Lines holding the word "ipil" are the ones to copy from the data below.

(Dataset records)
* * * * * * *

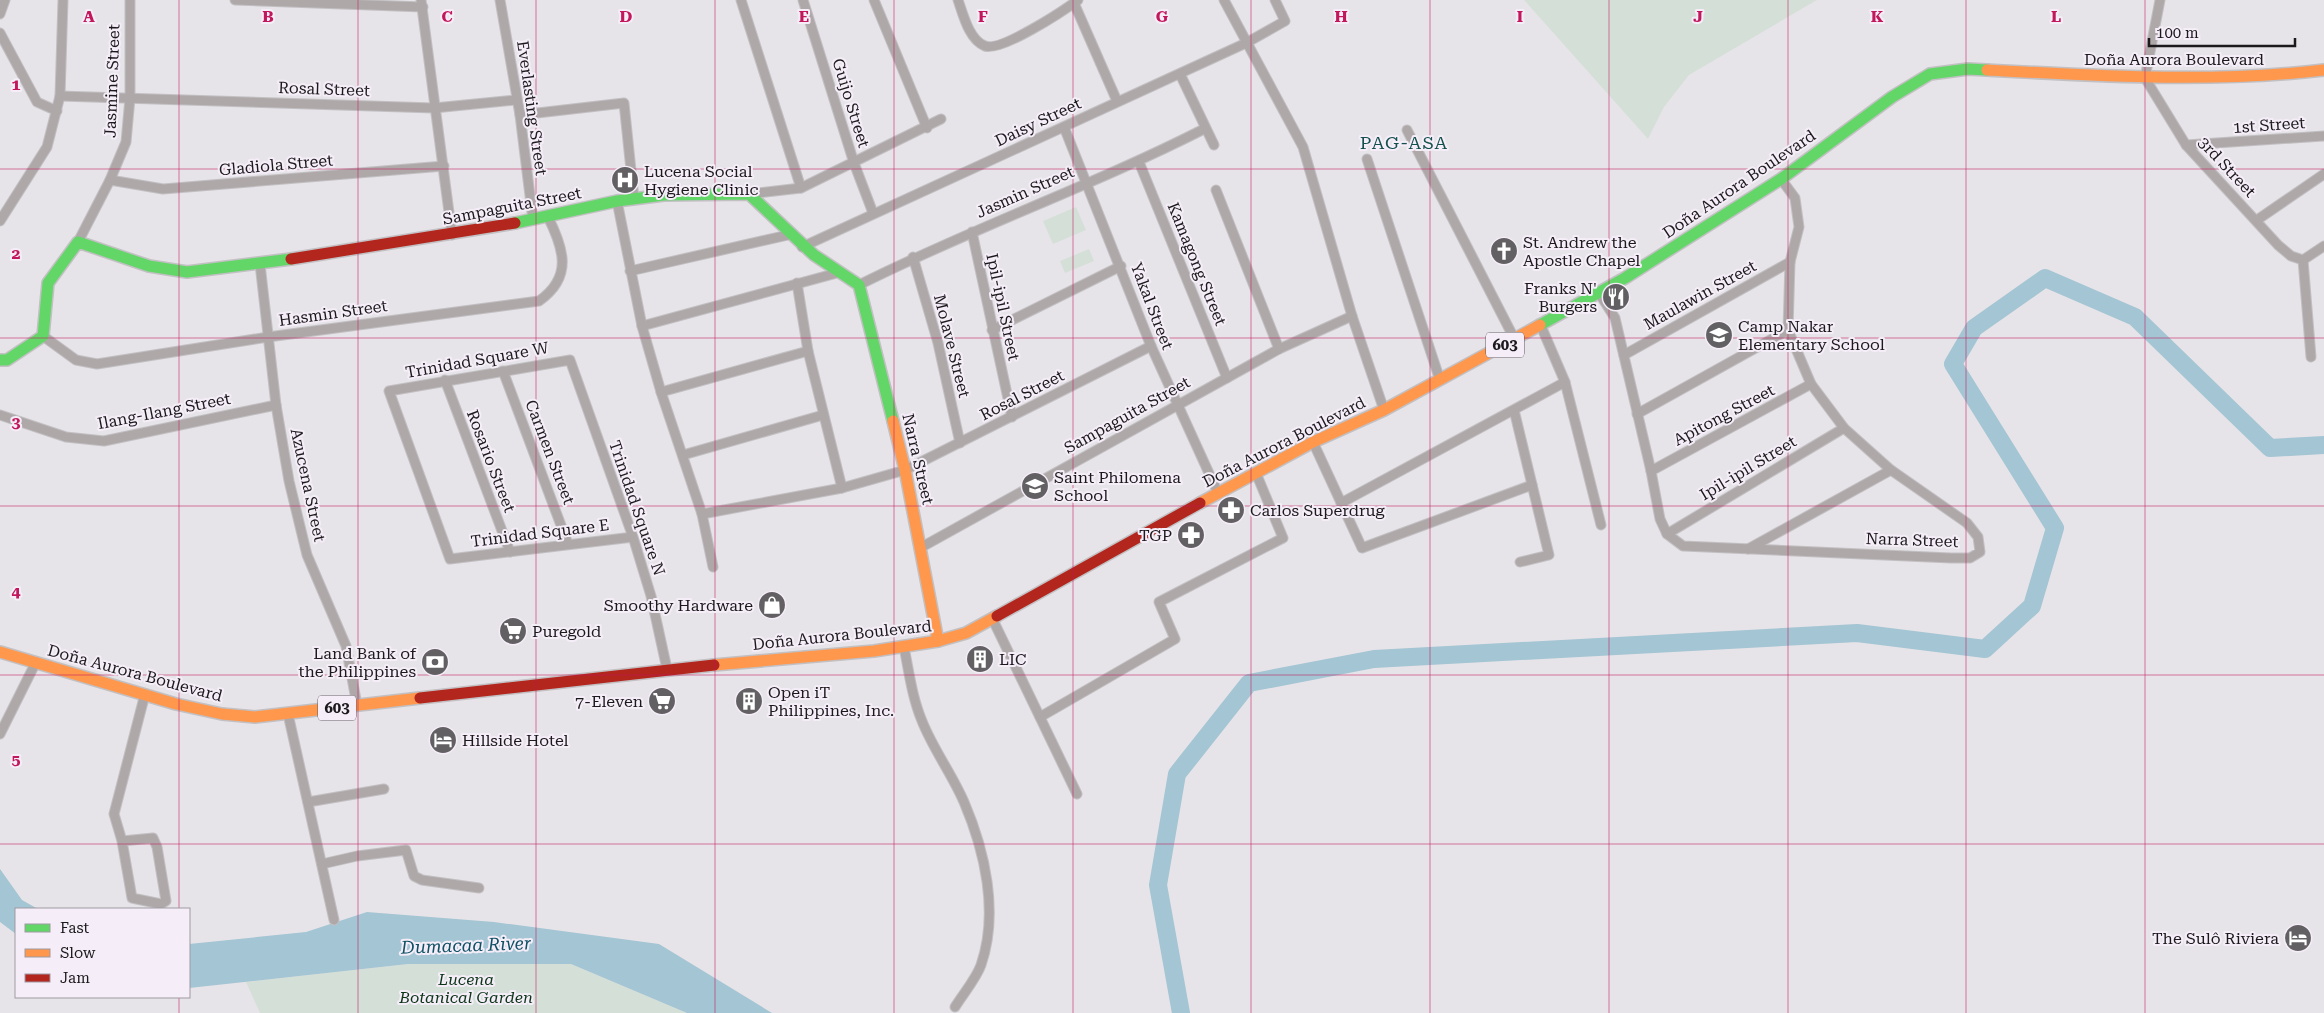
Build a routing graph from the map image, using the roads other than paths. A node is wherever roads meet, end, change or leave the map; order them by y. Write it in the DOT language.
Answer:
graph roads {
  1 [pos="5,0"];
  2 [pos="63,0"];
  3 [pos="130,0"];
  4 [pos="235,0"];
  5 [pos="500,0"];
  6 [pos="741,0"];
  7 [pos="803,0"];
  8 [pos="874,0"];
  9 [pos="958,0"];
  10 [pos="1224,0"];
  11 [pos="1275,0"];
  12 [pos="2160,0"];
  13 [pos="1076,2"];
  14 [pos="422,3"];
  15 [pos="0,14"];
  16 [pos="0,34"];
  17 [pos="1246,43"];
  18 [pos="2324,70"];
  19 [pos="1180,74"];
  20 [pos="2145,78"];
  21 [pos="60,96"];
  22 [pos="130,98"];
  23 [pos="516,100"];
  24 [pos="1117,101"];
  25 [pos="434,108"];
  26 [pos="57,111"];
  27 [pos="520,115"];
  28 [pos="941,119"];
  29 [pos="1064,127"];
  30 [pos="926,128"];
  31 [pos="1204,129"];
  32 [pos="1406,130"];
  33 [pos="2324,136"];
  34 [pos="1214,145"];
  35 [pos="2186,146"];
  36 [pos="1367,159"];
  37 [pos="1139,162"];
  38 [pos="854,163"];
  39 [pos="444,166"];
  40 [pos="2324,174"];
  41 [pos="1782,179"];
  42 [pos="110,180"];
  43 [pos="1085,183"];
  44 [pos="801,188"];
  45 [pos="1216,190"];
  46 [pos="749,194"];
  47 [pos="634,199"];
  48 [pos="617,202"];
  49 [pos="873,213"];
  50 [pos="548,217"];
  51 [pos="532,220"];
  52 [pos="2257,220"];
  53 [pos="0,221"];
  54 [pos="972,232"];
  55 [pos="452,235"];
  56 [pos="788,235"];
  57 [pos="78,242"];
  58 [pos="2324,246"];
  59 [pos="802,247"];
  60 [pos="913,257"];
  61 [pos="2303,260"];
  62 [pos="1790,262"];
  63 [pos="260,264"];
  64 [pos="1121,266"];
  65 [pos="630,270"];
  66 [pos="836,273"];
  67 [pos="798,283"];
  68 [pos="859,285"];
  69 [pos="1599,293"];
  70 [pos="1352,316"];
  71 [pos="642,326"];
  72 [pos="1541,326"];
  73 [pos="992,330"];
  74 [pos="1788,330"];
  75 [pos="43,336"];
  76 [pos="268,337"];
  77 [pos="1515,340"];
  78 [pos="1151,346"];
  79 [pos="1279,349"];
  80 [pos="808,351"];
  81 [pos="1624,355"];
  82 [pos="2311,357"];
  83 [pos="0,360"];
  84 [pos="570,360"];
  85 [pos="503,371"];
  86 [pos="1227,378"];
  87 [pos="444,380"];
  88 [pos="1440,380"];
  89 [pos="1565,382"];
  90 [pos="1811,384"];
  91 [pos="661,392"];
  92 [pos="276,405"];
  93 [pos="1178,406"];
  94 [pos="1384,410"];
  95 [pos="1514,410"];
  96 [pos="1637,414"];
  97 [pos="0,415"];
  98 [pos="823,415"];
  99 [pos="1012,417"];
  100 [pos="1844,428"];
  101 [pos="1313,442"];
  102 [pos="960,443"];
  103 [pos="683,455"];
  104 [pos="905,470"];
  105 [pos="1891,470"];
  106 [pos="1651,471"];
  107 [pos="1256,473"];
  108 [pos="1532,485"];
  109 [pos="842,488"];
  110 [pos="1218,493"];
  111 [pos="1341,503"];
  112 [pos="702,514"];
  113 [pos="1601,526"];
  114 [pos="1667,534"];
  115 [pos="633,537"];
  116 [pos="568,544"];
  117 [pos="920,548"];
  118 [pos="1748,550"];
  119 [pos="510,552"];
  120 [pos="450,559"];
  121 [pos="1520,562"];
  122 [pos="713,568"];
  123 [pos="993,620"];
  124 [pos="938,641"];
  125 [pos="904,647"];
  126 [pos="0,652"];
  127 [pos="36,662"];
  128 [pos="666,669"];
  129 [pos="145,694"];
  130 [pos="357,705"];
  131 [pos="288,714"];
  132 [pos="1040,717"];
  133 [pos="0,734"];
  134 [pos="384,789"];
  135 [pos="1077,794"];
  136 [pos="308,802"];
  137 [pos="122,841"];
  138 [pos="322,864"];
  139 [pos="479,888"];
  140 [pos="334,920"];
  141 [pos="955,1007"];
  1 -- 15 [label="street"];
  2 -- 21 [label="street"];
  3 -- 22 [label="street, Jasmine Street"];
  4 -- 14 [label="street"];
  5 -- 23 [label="street, Everlasting Street"];
  6 -- 44 [label="street"];
  7 -- 38 [label="street, Guijo Street"];
  8 -- 30 [label="street"];
  9 -- 13 [label="street"];
  10 -- 17 [label="street"];
  11 -- 17 [label="street, Daisy Street"];
  12 -- 20 [label="street"];
  13 -- 24 [label="street"];
  14 -- 25 [label="street"];
  16 -- 26 [label="street"];
  17 -- 19 [label="street, Daisy Street"];
  17 -- 70 [label="street"];
  18 -- 20 [label="main road, Doña Aurora Boulevard / 603"];
  19 -- 24 [label="street, Daisy Street"];
  19 -- 31 [label="street"];
  20 -- 35 [label="street, 3rd Street"];
  20 -- 41 [label="main road, Doña Aurora Boulevard / 603"];
  21 -- 22 [label="street, Rosal Street"];
  21 -- 26 [label="street"];
  22 -- 25 [label="street, Rosal Street"];
  22 -- 42 [label="street, Jasmine Street"];
  23 -- 25 [label="street, Rosal Street"];
  23 -- 27 [label="street, Everlasting Street"];
  24 -- 29 [label="street, Daisy Street"];
  25 -- 39 [label="street"];
  26 -- 53 [label="street"];
  27 -- 47 [label="street"];
  27 -- 51 [label="street, Everlasting Street"];
  28 -- 30 [label="street, Sampaguita Street"];
  29 -- 43 [label="street, Yakal Street"];
  29 -- 49 [label="street, Daisy Street"];
  30 -- 38 [label="street, Sampaguita Street"];
  31 -- 34 [label="street"];
  31 -- 37 [label="street, Jasmin Street"];
  32 -- 77 [label="street"];
  33 -- 35 [label="street, 1st Street"];
  35 -- 52 [label="street, 3rd Street"];
  36 -- 88 [label="street"];
  37 -- 43 [label="street, Jasmin Street"];
  37 -- 86 [label="street, Kamagong Street"];
  38 -- 44 [label="street, Sampaguita Street"];
  38 -- 49 [label="street, Guijo Street"];
  39 -- 42 [label="street, Gladiola Street"];
  39 -- 55 [label="street"];
  40 -- 52 [label="street"];
  41 -- 62 [label="street, Narra Street"];
  41 -- 69 [label="main road, Doña Aurora Boulevard / 603"];
  42 -- 57 [label="street, Jasmine Street"];
  43 -- 54 [label="street, Jasmin Street"];
  43 -- 64 [label="street, Yakal Street"];
  44 -- 46 [label="street, Sampaguita Street"];
  45 -- 79 [label="street"];
  46 -- 47 [label="main road, Sampaguita Street"];
  46 -- 56 [label="main road"];
  47 -- 48 [label="main road, Sampaguita Street"];
  48 -- 50 [label="main road, Sampaguita Street"];
  48 -- 65 [label="street"];
  49 -- 59 [label="street, Daisy Street"];
  50 -- 51 [label="main road, Sampaguita Street"];
  50 -- 76 [label="street, Hasmin Street"];
  51 -- 55 [label="main road, Sampaguita Street"];
  52 -- 61 [label="street, 3rd Street"];
  54 -- 60 [label="street, Jasmin Street"];
  54 -- 73 [label="street, Ipil-ipil Street"];
  55 -- 63 [label="main road, Sampaguita Street"];
  56 -- 59 [label="main road"];
  56 -- 65 [label="street"];
  57 -- 63 [label="main road, Sampaguita Street"];
  57 -- 75 [label="main road"];
  58 -- 61 [label="street"];
  59 -- 66 [label="main road"];
  60 -- 68 [label="street, Jasmin Street"];
  60 -- 102 [label="street, Molave Street"];
  61 -- 82 [label="street"];
  62 -- 74 [label="street, Narra Street"];
  62 -- 81 [label="street, Maulawin Street"];
  63 -- 76 [label="street, Azucena Street"];
  64 -- 73 [label="street"];
  64 -- 78 [label="street, Yakal Street"];
  65 -- 71 [label="street"];
  66 -- 67 [label="street"];
  66 -- 68 [label="main road"];
  67 -- 71 [label="street"];
  67 -- 80 [label="street"];
  68 -- 104 [label="main road, Narra Street"];
  69 -- 72 [label="main road, Doña Aurora Boulevard / 603"];
  69 -- 81 [label="street"];
  70 -- 79 [label="street, Sampaguita Street"];
  70 -- 94 [label="street"];
  71 -- 91 [label="street"];
  72 -- 77 [label="main road, Doña Aurora Boulevard / 603"];
  72 -- 89 [label="street"];
  73 -- 99 [label="street, Ipil-ipil Street"];
  74 -- 90 [label="street, Narra Street"];
  74 -- 96 [label="street"];
  75 -- 76 [label="street, Hasmin Street"];
  75 -- 83 [label="main road"];
  76 -- 92 [label="street, Azucena Street"];
  77 -- 88 [label="main road, Doña Aurora Boulevard / 603"];
  78 -- 93 [label="street, Yakal Street"];
  78 -- 99 [label="street, Rosal Street"];
  79 -- 86 [label="street, Sampaguita Street"];
  80 -- 91 [label="street"];
  80 -- 98 [label="street"];
  81 -- 96 [label="street"];
  84 -- 85 [label="street, Trinidad Square W"];
  84 -- 115 [label="street, Trinidad Square N"];
  85 -- 87 [label="street, Trinidad Square W"];
  85 -- 116 [label="street, Carmen Street"];
  86 -- 93 [label="street, Sampaguita Street"];
  87 -- 119 [label="street, Rosario Street"];
  87 -- 120 [label="street, Trinidad Square W"];
  88 -- 94 [label="main road, Doña Aurora Boulevard / 603"];
  89 -- 95 [label="street"];
  89 -- 113 [label="street"];
  90 -- 100 [label="street, Narra Street"];
  90 -- 106 [label="street, Apitong Street"];
  91 -- 103 [label="street"];
  92 -- 97 [label="street, Ilang-Ilang Street"];
  92 -- 130 [label="street, Azucena Street"];
  93 -- 110 [label="street, Yakal Street"];
  93 -- 117 [label="street, Sampaguita Street"];
  94 -- 101 [label="main road, Doña Aurora Boulevard / 603"];
  95 -- 108 [label="street"];
  95 -- 111 [label="street"];
  96 -- 106 [label="street"];
  98 -- 103 [label="street"];
  98 -- 109 [label="street"];
  99 -- 102 [label="street, Rosal Street"];
  100 -- 105 [label="street, Narra Street"];
  100 -- 114 [label="street, Ipil-ipil Street"];
  101 -- 107 [label="main road, Doña Aurora Boulevard / 603"];
  101 -- 111 [label="street"];
  102 -- 104 [label="street, Rosal Street"];
  103 -- 112 [label="street"];
  104 -- 109 [label="street, Rosal Street"];
  104 -- 117 [label="main road, Narra Street"];
  105 -- 118 [label="street"];
  105 -- 118 [label="street, Narra Street"];
  106 -- 114 [label="street"];
  107 -- 110 [label="main road, Doña Aurora Boulevard / 603"];
  107 -- 132 [label="street"];
  108 -- 111 [label="street"];
  108 -- 121 [label="street"];
  109 -- 112 [label="street, Rosal Street"];
  110 -- 123 [label="main road, Doña Aurora Boulevard / 603"];
  112 -- 122 [label="street"];
  114 -- 118 [label="street, Narra Street"];
  115 -- 116 [label="street, Trinidad Square E"];
  115 -- 128 [label="street, Trinidad Square N"];
  116 -- 119 [label="street, Trinidad Square E"];
  117 -- 124 [label="main road, Narra Street"];
  119 -- 120 [label="street, Trinidad Square E"];
  123 -- 124 [label="main road, Doña Aurora Boulevard / 603"];
  123 -- 132 [label="street"];
  124 -- 125 [label="main road, Doña Aurora Boulevard / 603"];
  125 -- 128 [label="main road, Doña Aurora Boulevard / 603"];
  125 -- 141 [label="street"];
  126 -- 127 [label="main road, Doña Aurora Boulevard / 603"];
  127 -- 129 [label="main road, Doña Aurora Boulevard / 603"];
  127 -- 133 [label="street"];
  128 -- 130 [label="main road, Doña Aurora Boulevard / 603"];
  129 -- 131 [label="main road, Doña Aurora Boulevard / 603"];
  129 -- 137 [label="street"];
  130 -- 131 [label="main road, Doña Aurora Boulevard / 603"];
  131 -- 136 [label="street"];
  132 -- 135 [label="street"];
  134 -- 136 [label="street"];
  136 -- 138 [label="street"];
  137 -- 137 [label="street"];
  138 -- 139 [label="street"];
  138 -- 140 [label="street"];
}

* * * * * * *

Output of the exercise.
  54 -- 73 [label="street, Ipil-ipil Street"];
  73 -- 99 [label="street, Ipil-ipil Street"];
  100 -- 114 [label="street, Ipil-ipil Street"];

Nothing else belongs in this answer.